DESCRIPTION OF THE TASK:
Work out how many lines of the records contain "change". Answer with the number and nothing else.

TASK DATA:
▬▬▬

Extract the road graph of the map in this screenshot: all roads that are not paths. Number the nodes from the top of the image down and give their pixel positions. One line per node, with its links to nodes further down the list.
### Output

▬▬▬

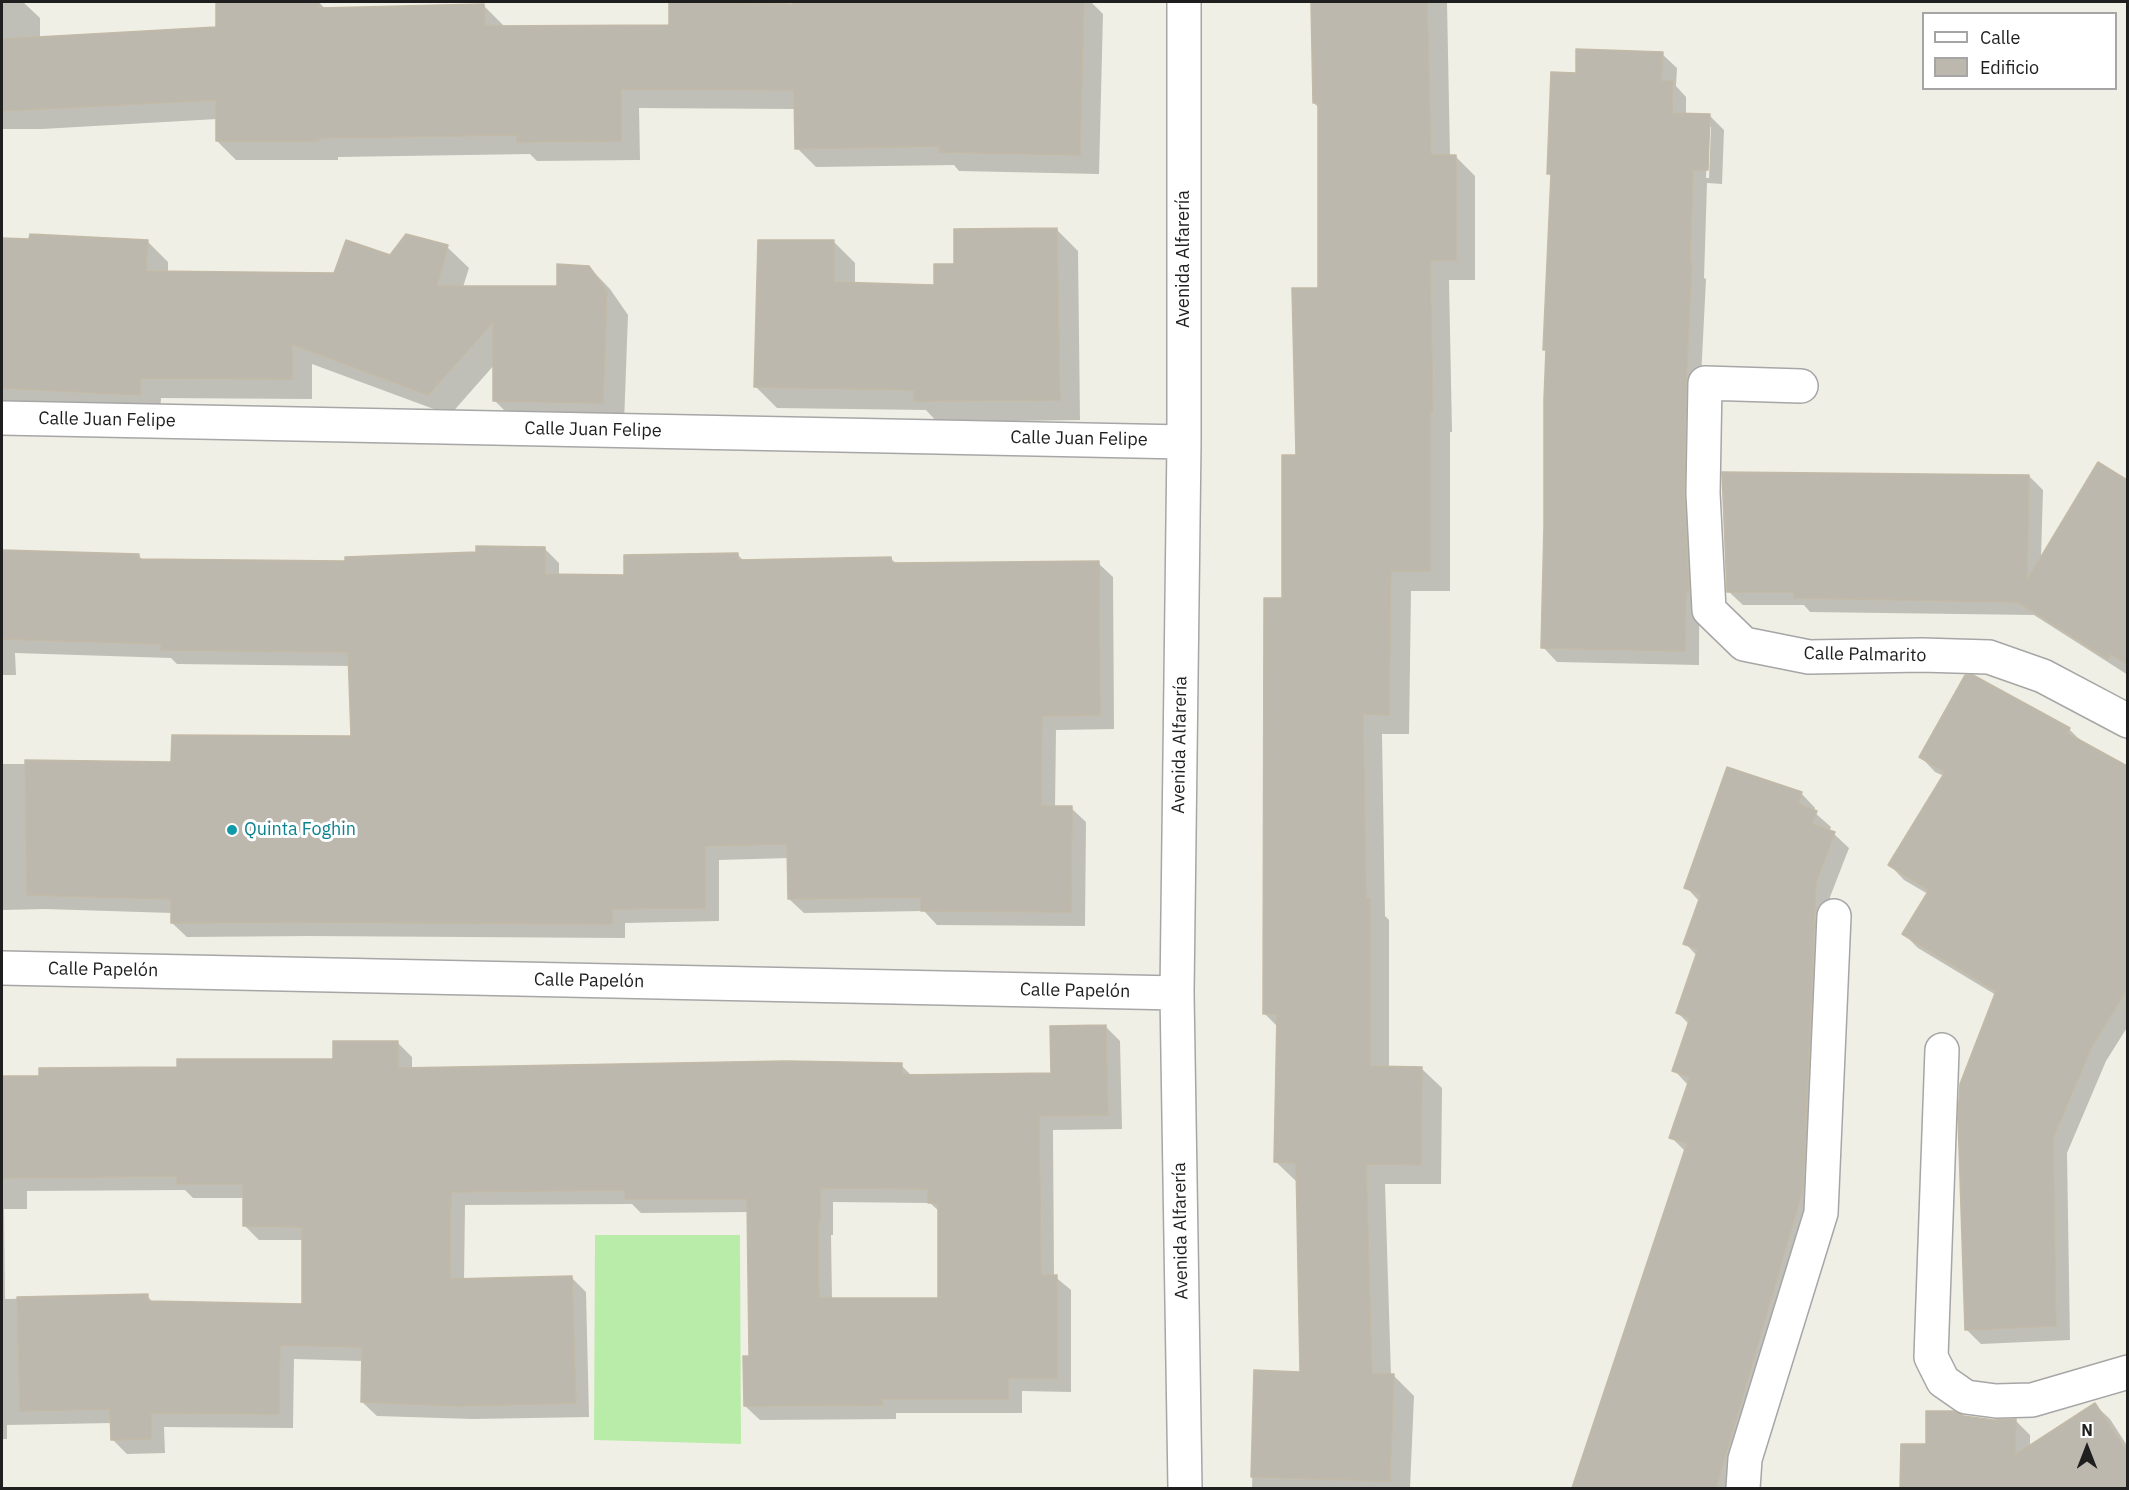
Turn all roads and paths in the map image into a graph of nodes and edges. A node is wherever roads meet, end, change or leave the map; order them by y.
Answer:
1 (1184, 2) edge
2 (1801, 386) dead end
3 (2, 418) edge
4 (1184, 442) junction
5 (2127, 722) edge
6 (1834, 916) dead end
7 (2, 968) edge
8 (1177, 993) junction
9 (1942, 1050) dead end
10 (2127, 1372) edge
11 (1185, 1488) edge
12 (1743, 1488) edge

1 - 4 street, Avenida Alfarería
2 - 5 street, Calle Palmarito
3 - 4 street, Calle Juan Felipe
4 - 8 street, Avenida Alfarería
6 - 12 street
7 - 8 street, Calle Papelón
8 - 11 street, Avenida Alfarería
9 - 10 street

▬▬▬

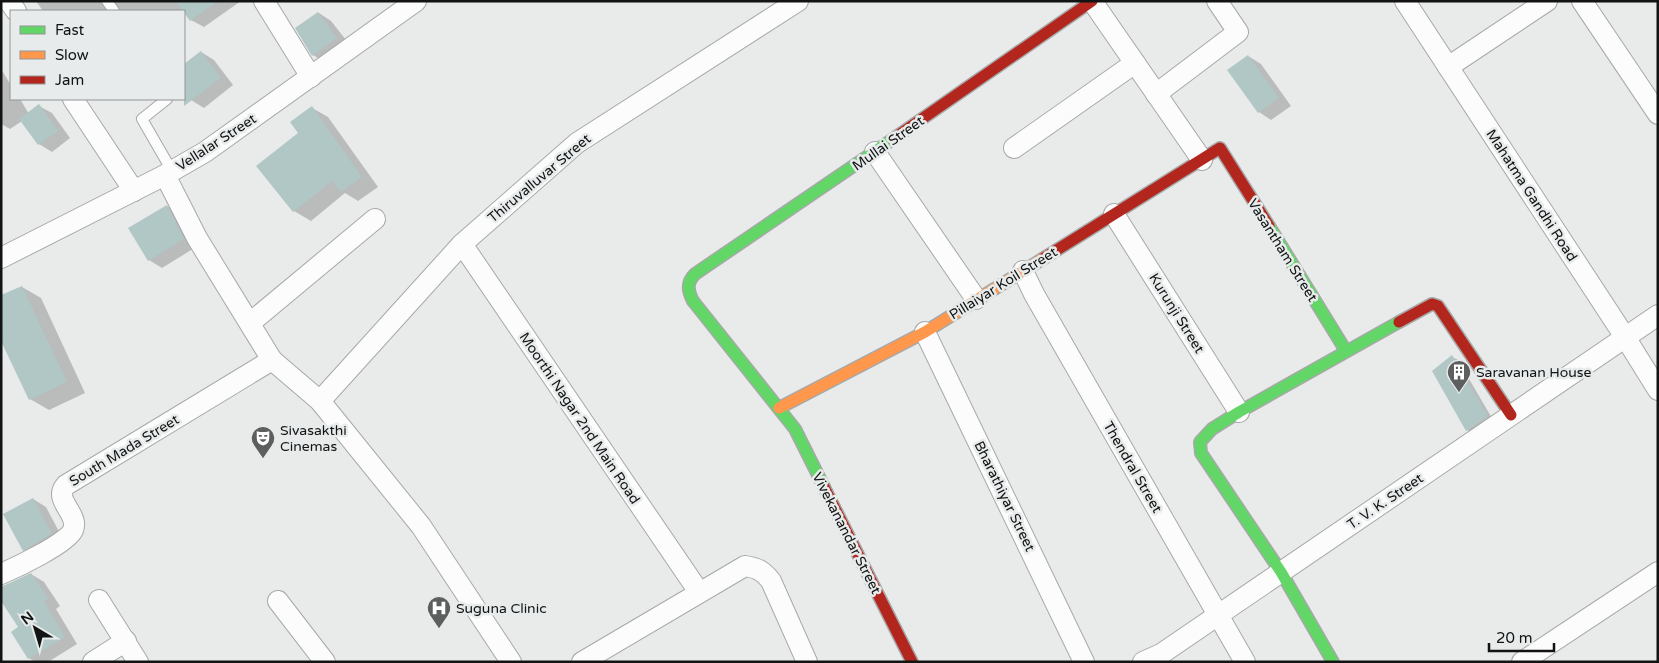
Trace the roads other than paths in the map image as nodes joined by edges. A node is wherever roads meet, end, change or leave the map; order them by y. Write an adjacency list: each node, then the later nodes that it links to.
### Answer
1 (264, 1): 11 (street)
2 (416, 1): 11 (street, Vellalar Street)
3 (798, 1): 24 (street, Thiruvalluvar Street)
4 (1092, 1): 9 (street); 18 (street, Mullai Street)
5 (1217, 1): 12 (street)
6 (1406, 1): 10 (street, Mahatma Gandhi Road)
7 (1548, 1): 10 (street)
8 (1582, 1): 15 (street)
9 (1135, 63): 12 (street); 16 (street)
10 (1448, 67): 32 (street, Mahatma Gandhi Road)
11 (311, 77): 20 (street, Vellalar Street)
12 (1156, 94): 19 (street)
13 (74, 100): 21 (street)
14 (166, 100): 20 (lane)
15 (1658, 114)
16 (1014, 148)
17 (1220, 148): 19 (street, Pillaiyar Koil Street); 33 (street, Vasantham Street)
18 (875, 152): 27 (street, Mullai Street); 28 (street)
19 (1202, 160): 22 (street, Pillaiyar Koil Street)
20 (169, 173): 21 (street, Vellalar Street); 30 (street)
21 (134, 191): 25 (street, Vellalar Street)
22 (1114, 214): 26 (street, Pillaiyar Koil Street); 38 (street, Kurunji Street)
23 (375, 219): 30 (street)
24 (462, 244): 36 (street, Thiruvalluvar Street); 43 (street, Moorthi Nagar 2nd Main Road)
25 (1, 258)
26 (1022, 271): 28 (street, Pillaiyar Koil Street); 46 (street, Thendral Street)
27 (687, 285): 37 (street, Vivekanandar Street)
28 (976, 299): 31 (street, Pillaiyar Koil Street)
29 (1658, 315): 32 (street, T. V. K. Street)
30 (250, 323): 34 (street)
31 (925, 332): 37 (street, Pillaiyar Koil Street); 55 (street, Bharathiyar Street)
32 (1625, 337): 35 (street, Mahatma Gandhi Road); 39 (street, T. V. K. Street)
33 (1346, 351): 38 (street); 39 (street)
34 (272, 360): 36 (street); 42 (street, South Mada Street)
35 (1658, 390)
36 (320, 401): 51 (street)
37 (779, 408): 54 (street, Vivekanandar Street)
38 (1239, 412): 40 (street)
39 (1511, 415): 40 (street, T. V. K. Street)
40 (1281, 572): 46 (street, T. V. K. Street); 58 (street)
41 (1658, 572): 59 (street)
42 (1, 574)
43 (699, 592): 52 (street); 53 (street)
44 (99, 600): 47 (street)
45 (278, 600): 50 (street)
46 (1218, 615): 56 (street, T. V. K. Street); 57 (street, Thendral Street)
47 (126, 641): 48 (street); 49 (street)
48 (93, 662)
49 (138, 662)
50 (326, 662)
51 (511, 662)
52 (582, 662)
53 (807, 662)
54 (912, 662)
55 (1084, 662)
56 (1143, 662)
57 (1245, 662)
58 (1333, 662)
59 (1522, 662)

▬▬▬

SOLUTION:
2